A number of studies have assessed work disability in SLE without calculating associated productivity costs (31
). Two German studies assessed employment rates of individuals with SLE and compared them with other rheumatic conditions and with the general population. After appropriate matching, an equal proportion of SLE and RA patients (46%) remained employed (32
). Standardized employment ratios (SERs; ratio of observed to expected number of patients employed) were used to compare employment rates between individuals with SLE and a matched normal population. For individuals with a disease duration less than 6 years, employment rates did not differ from the general population; however, with greater disease duration, fewer individuals with SLE were working (SER 0.8 at 6–10 years and SER 0.68 at >10 years). Yelin et al, using data from the LOS cohort used in the present study, showed that employment declined from 74% at the time of SLE diagnosis to 48% at the time of the study (2004) (16
).

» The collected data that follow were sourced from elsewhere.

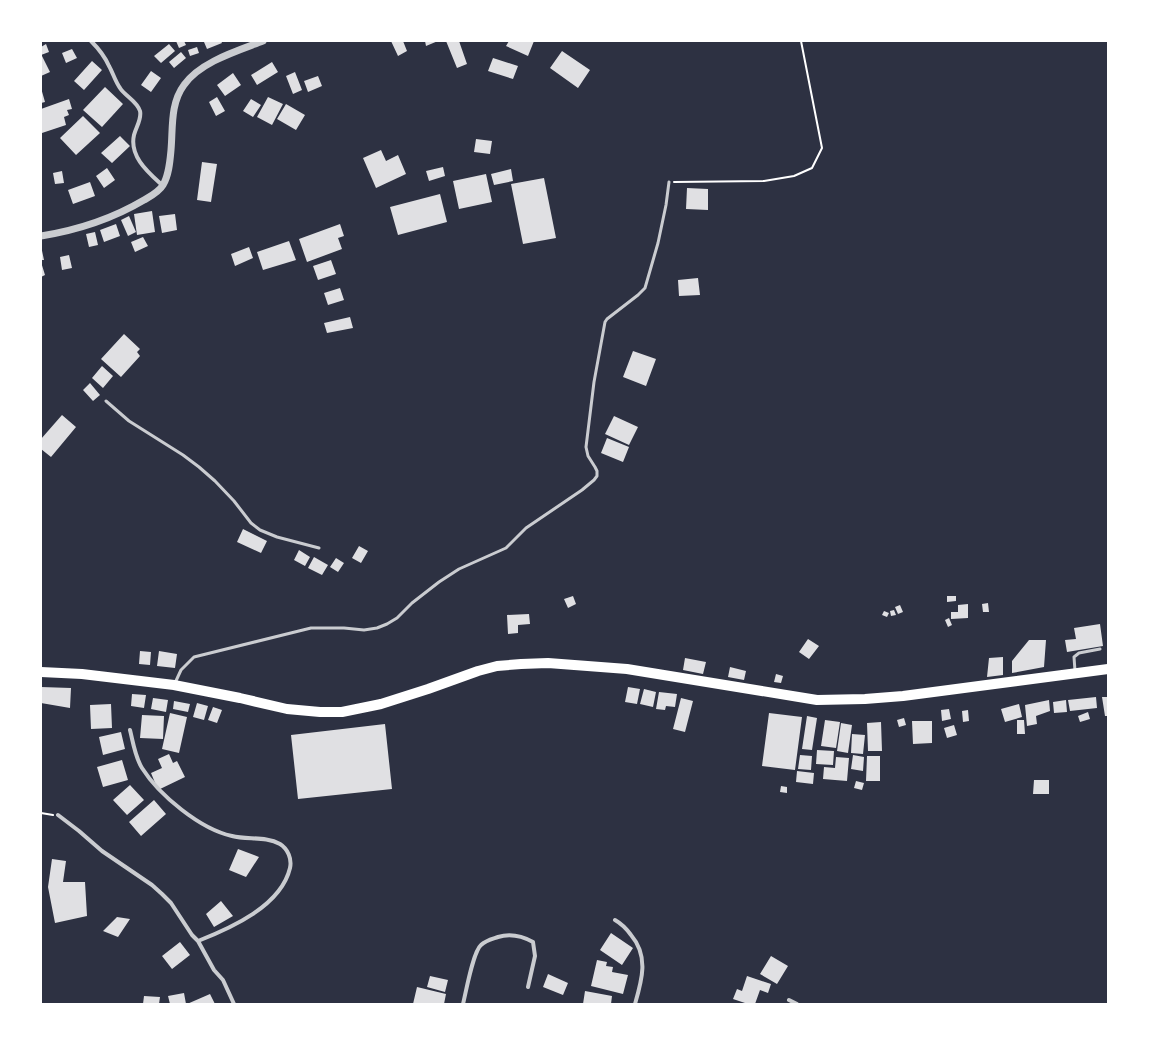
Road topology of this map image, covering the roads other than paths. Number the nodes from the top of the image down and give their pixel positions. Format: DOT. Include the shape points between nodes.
graph roads {
  1 [pos="91,41"];
  2 [pos="263,41"];
  3 [pos="669,182"];
  4 [pos="163,186"];
  5 [pos="41,236"];
  6 [pos="106,401"];
  7 [pos="319,548"];
  8 [pos="1100,649"];
  9 [pos="1108,669"];
  10 [pos="41,672"];
  11 [pos="1075,673"];
  12 [pos="174,685"];
  13 [pos="130,730"];
  14 [pos="58,815"];
  15 [pos="615,920"];
  16 [pos="198,941"];
  17 [pos="528,988"];
  18 [pos="789,1000"];
  19 [pos="234,1004"];
  20 [pos="463,1004"];
  21 [pos="635,1004"];
  22 [pos="797,1004"];
  1 -- 4 [label="street" via="102,53 119,88 139,109 140,116 134,135 138,159"];
  2 -- 4 [label="street" via="199,70 184,85 174,104 170,162"];
  3 -- 12 [label="lane" via="660,236 644,288 605,322 586,447 597,471 594,480 526,528 506,548 459,569 387,624 364,630 311,628 194,657 181,670"];
  4 -- 5 [label="street" via="150,197 113,216 69,231"];
  6 -- 7 [label="lane" via="129,421 199,467 260,530"];
  8 -- 11 [label="lane" via="1079,653 1074,657"];
  9 -- 11 [label="main road"];
  10 -- 12 [label="main road"];
  11 -- 12 [label="main road" via="903,696 817,700 627,670 548,663 521,664 478,671 381,704 342,712 287,709"];
  13 -- 16 [label="street" via="141,766 160,791 182,810 213,830 230,836 280,844 289,855 291,862 287,877 269,902 220,932"];
  14 -- 16 [label="street" via="102,851 152,885 171,903"];
  15 -- 21 [label="street" via="623,924 640,948 643,972"];
  16 -- 19 [label="street" via="214,970 223,980"];
  17 -- 20 [label="street" via="535,956 534,942 521,935 504,935 480,945"];
  18 -- 22 [label="street"];
}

Among participants working at diagnosis, the proportion employed declined by 15%, 36%, and 63% after 5, 10, and 20 years, respectively.
As with all studies that rely on patient-reported data, recall bias may be a potential limitation of our study, which required participants to recall use and employment over a 1-year period. Although there is little information regarding the ideal frequency and recall period for patient-reported economic questionnaires, a shorter recall period may have been preferred. For example, in one study, patient-reported questionnaires administered every 3 months yielded results similar to payer data (33
). Furthermore, we were not able to separate costs that were related to SLE from those that were not. As such, all health care costs were considered in our estimations of direct costs, and not only the additional costs incurred as a result of SLE. Although we attempted to assess costs from a societal perspective, which include all costs regardless of payer, we were not able to evaluate all cost components. Certain direct costs, such as those incurred for transportation and for diagnostic tests obtained in the outpatient setting, were not included. Our analysis of productivity costs did not capture diminished productivity in nonpaid work such as housework and childrearing, which may be particularly relevant in diseases that affect a predominantly female population (10
). Furthermore, our study design did not allow us to provide estimates of productivity costs using the friction method, which assumes that the economic cost to society is limited to the period required to replace the disabled employee, and typically generates lower estimates. Finally, although participants of this study reside in 41 different states, the majority (72%) resides in California, and so inference beyond California is limited.
In summary, SLE imposes a considerable financial burden, not only because of the health care resources that are consumed in the management of this complex disease, but also because of the loss of productivity due to work disability. The hope is that efforts to improve the care and treatment of persons with SLE will improve outcomes and help offset these considerable personal and societal costs.